◆ Description of the task ◆
Could you copy each line of the entries that contains "roads"?

Top of The data

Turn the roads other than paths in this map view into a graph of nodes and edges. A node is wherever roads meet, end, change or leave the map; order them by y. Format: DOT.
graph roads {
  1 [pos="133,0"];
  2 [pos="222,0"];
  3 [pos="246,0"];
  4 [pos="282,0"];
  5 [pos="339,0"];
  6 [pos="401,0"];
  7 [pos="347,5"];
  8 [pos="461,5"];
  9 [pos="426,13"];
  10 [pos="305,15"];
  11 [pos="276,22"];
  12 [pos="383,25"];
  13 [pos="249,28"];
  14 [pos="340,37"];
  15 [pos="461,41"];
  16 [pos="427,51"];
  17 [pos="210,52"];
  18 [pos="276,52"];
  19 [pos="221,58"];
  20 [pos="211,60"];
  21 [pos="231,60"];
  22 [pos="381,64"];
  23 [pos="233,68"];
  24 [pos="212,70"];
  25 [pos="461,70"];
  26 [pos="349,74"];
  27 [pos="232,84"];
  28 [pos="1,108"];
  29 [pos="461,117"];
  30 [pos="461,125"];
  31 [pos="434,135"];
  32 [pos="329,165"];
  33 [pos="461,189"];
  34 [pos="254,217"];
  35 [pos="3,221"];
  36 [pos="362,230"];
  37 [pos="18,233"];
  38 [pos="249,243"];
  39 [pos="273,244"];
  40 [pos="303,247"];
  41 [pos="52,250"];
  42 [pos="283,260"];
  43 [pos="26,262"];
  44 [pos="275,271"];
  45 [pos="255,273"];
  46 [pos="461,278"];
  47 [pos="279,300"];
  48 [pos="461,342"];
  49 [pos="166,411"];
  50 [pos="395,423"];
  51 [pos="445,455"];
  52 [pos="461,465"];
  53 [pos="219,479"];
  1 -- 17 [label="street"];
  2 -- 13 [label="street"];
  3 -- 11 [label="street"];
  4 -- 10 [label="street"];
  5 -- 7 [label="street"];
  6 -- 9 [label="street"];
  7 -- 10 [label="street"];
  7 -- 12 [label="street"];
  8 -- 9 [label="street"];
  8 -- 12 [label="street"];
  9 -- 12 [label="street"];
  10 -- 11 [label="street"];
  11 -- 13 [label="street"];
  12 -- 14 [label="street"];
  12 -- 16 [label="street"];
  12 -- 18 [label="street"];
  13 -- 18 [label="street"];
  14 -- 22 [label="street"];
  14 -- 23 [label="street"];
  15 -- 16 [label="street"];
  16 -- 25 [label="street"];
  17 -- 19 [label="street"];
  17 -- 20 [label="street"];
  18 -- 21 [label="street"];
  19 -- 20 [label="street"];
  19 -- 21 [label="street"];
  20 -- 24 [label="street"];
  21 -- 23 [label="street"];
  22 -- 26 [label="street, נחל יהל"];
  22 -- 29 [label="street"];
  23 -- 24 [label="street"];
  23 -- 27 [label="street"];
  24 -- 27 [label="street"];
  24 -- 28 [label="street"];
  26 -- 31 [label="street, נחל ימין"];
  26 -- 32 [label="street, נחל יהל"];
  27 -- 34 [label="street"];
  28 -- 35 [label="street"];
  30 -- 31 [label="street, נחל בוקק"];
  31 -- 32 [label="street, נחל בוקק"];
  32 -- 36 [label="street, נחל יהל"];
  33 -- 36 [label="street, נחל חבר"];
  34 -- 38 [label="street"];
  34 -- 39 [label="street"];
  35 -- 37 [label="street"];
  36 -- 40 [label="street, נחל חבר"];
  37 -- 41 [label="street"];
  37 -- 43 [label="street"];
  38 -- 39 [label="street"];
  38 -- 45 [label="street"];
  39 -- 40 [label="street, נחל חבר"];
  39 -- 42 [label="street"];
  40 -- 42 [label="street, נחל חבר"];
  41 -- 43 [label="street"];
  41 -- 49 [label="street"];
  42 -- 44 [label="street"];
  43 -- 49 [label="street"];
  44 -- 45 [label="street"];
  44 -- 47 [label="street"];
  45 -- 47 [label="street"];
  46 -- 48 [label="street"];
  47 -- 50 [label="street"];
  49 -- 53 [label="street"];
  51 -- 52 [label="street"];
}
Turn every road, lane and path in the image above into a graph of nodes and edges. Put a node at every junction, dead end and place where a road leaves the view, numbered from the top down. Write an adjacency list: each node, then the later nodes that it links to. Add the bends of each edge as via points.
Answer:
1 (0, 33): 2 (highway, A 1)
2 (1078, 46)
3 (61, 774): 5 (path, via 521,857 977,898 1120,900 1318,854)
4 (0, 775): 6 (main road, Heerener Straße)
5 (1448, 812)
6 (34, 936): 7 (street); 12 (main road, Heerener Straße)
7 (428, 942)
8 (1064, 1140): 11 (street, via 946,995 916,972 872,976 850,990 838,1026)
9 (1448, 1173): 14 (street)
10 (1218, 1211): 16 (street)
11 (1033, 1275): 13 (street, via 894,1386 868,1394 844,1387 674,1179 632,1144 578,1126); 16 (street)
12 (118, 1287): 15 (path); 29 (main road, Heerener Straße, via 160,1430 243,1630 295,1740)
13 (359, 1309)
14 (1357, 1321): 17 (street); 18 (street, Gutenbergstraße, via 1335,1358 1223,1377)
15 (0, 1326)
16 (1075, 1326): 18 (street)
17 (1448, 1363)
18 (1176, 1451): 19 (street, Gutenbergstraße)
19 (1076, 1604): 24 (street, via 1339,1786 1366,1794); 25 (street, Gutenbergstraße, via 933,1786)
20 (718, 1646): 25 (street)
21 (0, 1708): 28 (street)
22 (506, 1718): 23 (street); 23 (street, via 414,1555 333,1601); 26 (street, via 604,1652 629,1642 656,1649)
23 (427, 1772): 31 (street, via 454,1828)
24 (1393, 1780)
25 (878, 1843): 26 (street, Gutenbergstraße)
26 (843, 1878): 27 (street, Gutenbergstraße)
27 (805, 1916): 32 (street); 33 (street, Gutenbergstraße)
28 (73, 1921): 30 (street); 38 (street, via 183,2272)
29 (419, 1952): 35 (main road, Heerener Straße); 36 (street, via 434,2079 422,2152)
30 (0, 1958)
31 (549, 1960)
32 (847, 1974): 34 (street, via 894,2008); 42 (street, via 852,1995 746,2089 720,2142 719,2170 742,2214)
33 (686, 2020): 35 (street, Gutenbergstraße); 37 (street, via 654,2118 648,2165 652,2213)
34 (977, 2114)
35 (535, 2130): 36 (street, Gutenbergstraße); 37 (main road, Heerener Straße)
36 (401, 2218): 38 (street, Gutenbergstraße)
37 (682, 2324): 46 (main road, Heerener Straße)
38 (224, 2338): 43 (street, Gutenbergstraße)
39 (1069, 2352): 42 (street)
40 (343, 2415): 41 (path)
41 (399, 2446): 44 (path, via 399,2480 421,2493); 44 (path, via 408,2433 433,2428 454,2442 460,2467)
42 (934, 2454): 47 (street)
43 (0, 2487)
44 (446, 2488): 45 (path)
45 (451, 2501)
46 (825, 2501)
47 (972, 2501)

Bottom of The data

◆ Answer to this problem ◆
Turn the roads other than paths in this map view into a graph of nodes and edges. A node is wherever roads meet, end, change or leave the map; order them by y. Format: DOT.
graph roads {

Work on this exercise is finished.